И снова через всю страницу детское, незащищенное: «Где мама? Где она?»
«Ну вот и все… Я потерял свою честность, веру в нее, я постиг свой удел. Два дня тому назад я был послан за конфетами. Мало того, что я вместо конфет купил какао с сахаром (расчет на то, что Ира его есть не станет и увеличится моя доля), я еще половину «всего» — каких-то 600 г. полагалось нам на всю декаду — присвоил, выдумал рассказ, как у меня три пачки какао выхватили из рук, разыграл дома комедию со слезами и дал маме честное пионерское слово, что ни одной пачки какао себе я не брал… А затем, смотря зачерствелым сердцем на мамины слезы и горе, что она лишена сладкого, я потихоньку ел какао. Сегодня, возвращаясь из булочной, я отнял, взял довесок хлеба от мамы и Иры граммов в 25 и также укромно съел. Сейчас в столовой я съел тарелку супа с крабами, биточки с гарниром и полторы порции киселя, а домой маме и Ире принес только полторы порции киселя и из них еще часть взял себе дома.

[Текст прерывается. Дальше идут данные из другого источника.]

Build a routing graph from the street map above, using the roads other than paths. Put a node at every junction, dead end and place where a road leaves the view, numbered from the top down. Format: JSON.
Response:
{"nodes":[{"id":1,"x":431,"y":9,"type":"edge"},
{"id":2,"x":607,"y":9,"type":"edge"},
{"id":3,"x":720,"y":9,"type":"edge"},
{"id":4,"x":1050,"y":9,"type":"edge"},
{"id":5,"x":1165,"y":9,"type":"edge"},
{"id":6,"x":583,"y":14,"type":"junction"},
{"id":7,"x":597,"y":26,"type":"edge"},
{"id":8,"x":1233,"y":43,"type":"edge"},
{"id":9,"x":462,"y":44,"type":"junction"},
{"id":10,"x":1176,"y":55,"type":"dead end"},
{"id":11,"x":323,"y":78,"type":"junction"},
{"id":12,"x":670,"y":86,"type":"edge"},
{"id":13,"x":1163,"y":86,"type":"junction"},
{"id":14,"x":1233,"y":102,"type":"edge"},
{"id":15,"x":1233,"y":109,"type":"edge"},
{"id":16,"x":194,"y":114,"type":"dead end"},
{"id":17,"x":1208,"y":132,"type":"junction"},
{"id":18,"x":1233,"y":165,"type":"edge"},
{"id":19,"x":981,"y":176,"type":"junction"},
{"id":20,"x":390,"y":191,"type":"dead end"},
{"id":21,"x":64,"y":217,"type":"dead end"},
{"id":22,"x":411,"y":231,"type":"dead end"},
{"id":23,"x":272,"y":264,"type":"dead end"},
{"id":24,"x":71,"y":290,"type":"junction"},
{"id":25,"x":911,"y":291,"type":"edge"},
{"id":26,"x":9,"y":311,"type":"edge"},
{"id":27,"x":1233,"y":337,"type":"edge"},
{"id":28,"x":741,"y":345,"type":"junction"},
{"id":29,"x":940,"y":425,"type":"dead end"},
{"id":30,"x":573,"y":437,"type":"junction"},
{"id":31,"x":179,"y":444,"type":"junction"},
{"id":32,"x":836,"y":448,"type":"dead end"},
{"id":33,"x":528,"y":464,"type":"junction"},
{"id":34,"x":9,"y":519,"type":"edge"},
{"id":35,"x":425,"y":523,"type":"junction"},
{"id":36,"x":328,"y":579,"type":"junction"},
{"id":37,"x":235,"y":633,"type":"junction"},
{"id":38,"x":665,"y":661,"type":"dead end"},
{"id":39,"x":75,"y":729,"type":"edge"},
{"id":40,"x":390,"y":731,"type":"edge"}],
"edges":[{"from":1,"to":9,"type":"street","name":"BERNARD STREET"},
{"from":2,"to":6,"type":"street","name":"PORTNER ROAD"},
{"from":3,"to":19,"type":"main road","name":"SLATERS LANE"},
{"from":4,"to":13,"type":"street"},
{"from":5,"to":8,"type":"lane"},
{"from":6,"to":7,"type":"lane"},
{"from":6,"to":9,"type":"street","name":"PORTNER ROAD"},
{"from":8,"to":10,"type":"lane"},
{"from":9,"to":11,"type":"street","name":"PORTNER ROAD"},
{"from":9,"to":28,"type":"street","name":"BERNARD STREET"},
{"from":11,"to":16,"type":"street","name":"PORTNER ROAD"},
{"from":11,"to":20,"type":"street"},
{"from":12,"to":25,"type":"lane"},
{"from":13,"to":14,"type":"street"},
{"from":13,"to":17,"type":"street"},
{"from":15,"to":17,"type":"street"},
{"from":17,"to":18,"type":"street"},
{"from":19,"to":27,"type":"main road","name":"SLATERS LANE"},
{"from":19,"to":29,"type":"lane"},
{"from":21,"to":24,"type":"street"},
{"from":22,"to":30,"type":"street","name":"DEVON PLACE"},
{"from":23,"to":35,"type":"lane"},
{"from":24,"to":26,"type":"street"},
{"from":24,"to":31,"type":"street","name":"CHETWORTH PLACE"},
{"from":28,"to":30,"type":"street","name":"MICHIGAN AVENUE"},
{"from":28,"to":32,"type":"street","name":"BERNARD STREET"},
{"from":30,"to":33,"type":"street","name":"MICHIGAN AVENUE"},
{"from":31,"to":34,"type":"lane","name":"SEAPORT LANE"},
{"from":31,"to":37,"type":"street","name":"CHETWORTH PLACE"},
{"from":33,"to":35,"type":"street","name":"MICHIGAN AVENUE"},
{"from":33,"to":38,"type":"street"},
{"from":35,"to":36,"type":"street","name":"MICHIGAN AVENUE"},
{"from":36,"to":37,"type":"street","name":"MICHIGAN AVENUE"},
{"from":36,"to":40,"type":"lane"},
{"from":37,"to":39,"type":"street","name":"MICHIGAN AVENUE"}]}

Я скатился в пропасть, названную распущенностью, полнейшим отсутствием совести, бесчестием и позором. Я недостойный сын своей матери и недостойный брат своей сестры. Я эгоист, человек, в тяжкую минуту забывающий всех своих близких и родных. И в то же время, когда я делаю так, мама выбивается из сил. С опухшими ногами, с больным сердцем, в легкой обуви по морозу, без кусочка хлеба за день она бегает по учреждениям, Делает самые жалкие потуги, стараясь вырвать нас отсюда. Я потерял веру в эвакуацию. Она исчезла для меня. Весь мир для меня заменился едой. Все остальное создано для еды, для ее добывания, получения…
Я погибший человек. Жизнь для меня кончена. То, что предстоит мне впереди, то не жизнь, я хотел бы сейчас две вещи: умереть самому, сейчас, а этот дневник пусть прочла бы мама. Пусть она прокляла бы меня, грязное, бесчувственное и лицемерное животное, пусть бы отреклась от меня — я слишком пал, слишком…
Что будет дальше? Неужели смерть не возьмет меня? Но я хотел бы быстрой, не мучительной смерти, не голодной, что стала кровавым призраком так близко впереди.
Такая тоска, совестно, жалко смотреть на Иру…
Неужели я покончу с собой, неужели?
Есть! Еды!
24 декабря. Не писал я уже много дней. 16, 17, 18, 19, 20, 21, 22, 23. Целых 8 дней не брал в руку перо.